When it’s time for kick-off, how do you show your team colors? Football fashions have been around as long as, well, football itself. In the 1880s and 1890s, fans going to a game pinned colored ribbons to their lapels to show which team they supported, though the guys often sported longer ribbons to be sure they’d have extra to share with a pretty girl who had none.
By the 1950s, ribbons were still being worn, though though they were more popular with the co-eds. Some were solid color ribbons attached with a team button (see photo at left), and perhaps decorated with “football charms” – tiny footballs, helmets, megaphones, or trophies.
At the University of Texas, paper ribbons printed with a catchy phrase about the day’s opponent were also popular. Pinned to a shirt or blouse, the ribbons were simply strips cut from a regular 8 1/2 x 11 sheet of paper. The University Co-op sponsored the printing costs, and the ribbons were distributed in front of the entrances of the stadium as fans arrived for the game. Below is a sampling from the 1950s and 60s. (Click on an image for a larger view.)

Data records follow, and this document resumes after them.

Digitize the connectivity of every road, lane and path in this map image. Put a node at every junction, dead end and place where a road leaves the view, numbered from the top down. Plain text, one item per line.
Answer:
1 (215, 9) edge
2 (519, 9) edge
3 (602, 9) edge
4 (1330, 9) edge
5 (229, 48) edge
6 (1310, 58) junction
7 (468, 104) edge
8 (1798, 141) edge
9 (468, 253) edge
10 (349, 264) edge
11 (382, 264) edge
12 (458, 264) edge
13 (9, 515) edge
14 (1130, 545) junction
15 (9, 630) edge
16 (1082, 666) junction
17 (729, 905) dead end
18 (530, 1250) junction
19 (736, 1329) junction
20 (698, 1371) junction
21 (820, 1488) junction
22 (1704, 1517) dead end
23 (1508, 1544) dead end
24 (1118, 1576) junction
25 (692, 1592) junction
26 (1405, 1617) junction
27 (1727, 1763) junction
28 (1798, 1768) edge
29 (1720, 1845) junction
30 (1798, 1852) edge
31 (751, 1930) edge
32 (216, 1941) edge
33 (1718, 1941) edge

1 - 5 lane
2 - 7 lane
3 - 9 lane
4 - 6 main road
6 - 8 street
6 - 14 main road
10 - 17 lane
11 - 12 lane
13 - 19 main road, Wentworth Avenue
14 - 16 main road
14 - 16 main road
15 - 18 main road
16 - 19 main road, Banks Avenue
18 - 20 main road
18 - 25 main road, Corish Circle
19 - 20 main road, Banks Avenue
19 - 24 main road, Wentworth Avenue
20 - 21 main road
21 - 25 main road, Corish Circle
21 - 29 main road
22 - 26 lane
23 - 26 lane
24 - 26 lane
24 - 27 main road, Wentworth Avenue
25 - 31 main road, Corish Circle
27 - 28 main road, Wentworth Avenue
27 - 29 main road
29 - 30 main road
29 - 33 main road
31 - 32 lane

Above, from left. Paper ribbons used for home games against Texas A&M, when the annual Thanksgiving Day game was often billed as the Tea-Sips vs. the Farmers, rather than Longhorns and Aggies; Oklahoma Sooners (Who else?); Rice Owls; and the TCU Horned Frogs. The “T” and longhorn logo at the bottom was used for only a few years in the early 1950s. The “yelling Bevo” icon was first appeared in 1953.
Above, from left. An early 1950s ribbon for a Texas Tech game; from the 1964 Texas vs. Army bout in Memorial Stadium (UT won 17-6.); Oklahoma State was a non-conference opponent in 1963, when Texas went undefeated and claimed its first national football championship; in 1953, third ranked Baylor came to Austin, but UT students had been burning red candles to hex the Bears. Baylor fell 21-20.
Above, from left. Click on an image for a larger view, and you can still see the holes at the top where the ribbons were pinned. These are from the 1950s and 60s for games against Oklahoma, as well as Southwest Conference opponents Rice, Baylor, and Arkansas.